At dusk she would take her insomnia to the old post office. She was dead tired of striving and crisis! She wanted to live in the land of Blake-light and emptiness, of PO boxes stuffed with gold doubloons, of civic hallways in which only her footfalls echoed back.

For her, the illogic and moral relativism of fairy tales had long felt true to life. The bony witch is named Esmerelda. You will find a cat that will try and scratch your eyes out–you must give it some ham. You will find hounds that will try and eat your feet–you must feed them some rolls. Having her expectations upended is what kept her moving.

Forward, backward, under, over. She had been waiting her whole life for something good to happen from which there would be no turning back.

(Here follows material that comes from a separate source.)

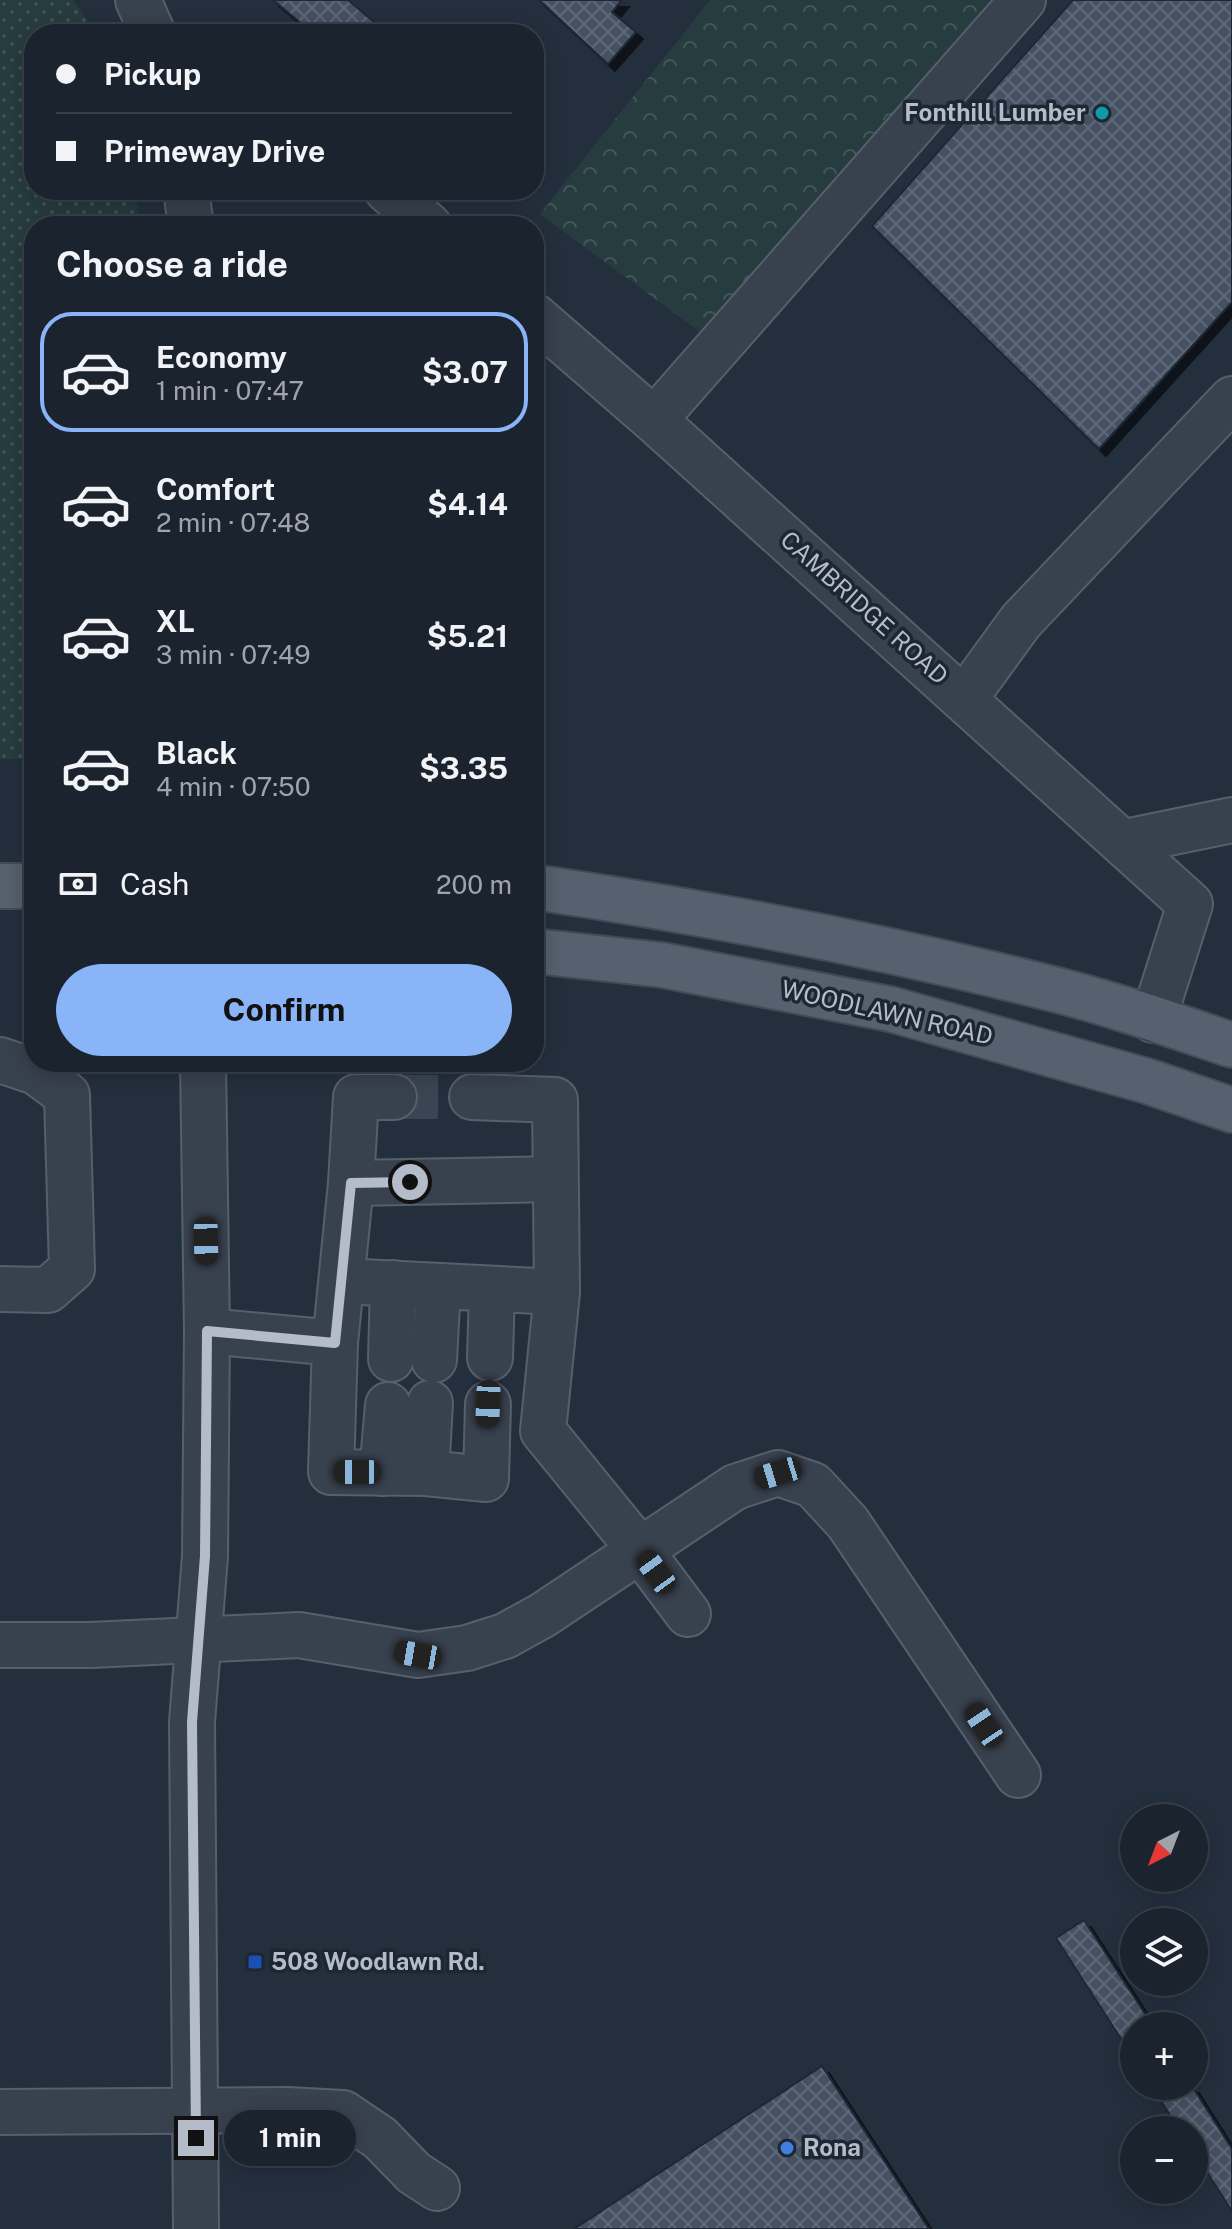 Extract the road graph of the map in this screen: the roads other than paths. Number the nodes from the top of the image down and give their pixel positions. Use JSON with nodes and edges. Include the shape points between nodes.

“The creative struggle, my heart to your cause,” his text message read.

Hands were both alien and sexy. She worried she could not focus on more than one thing. She could either sleep or await his letter.

The deep lines in her face were from looking away. Suddenly, they were getting shorter. When his letter arrived it wasn’t a letter at all but a wax cylinder. There were two short lyrics penned on the plain brown wrapper: “They blew on the wax while I was singing. They blew on it and my voice stayed.”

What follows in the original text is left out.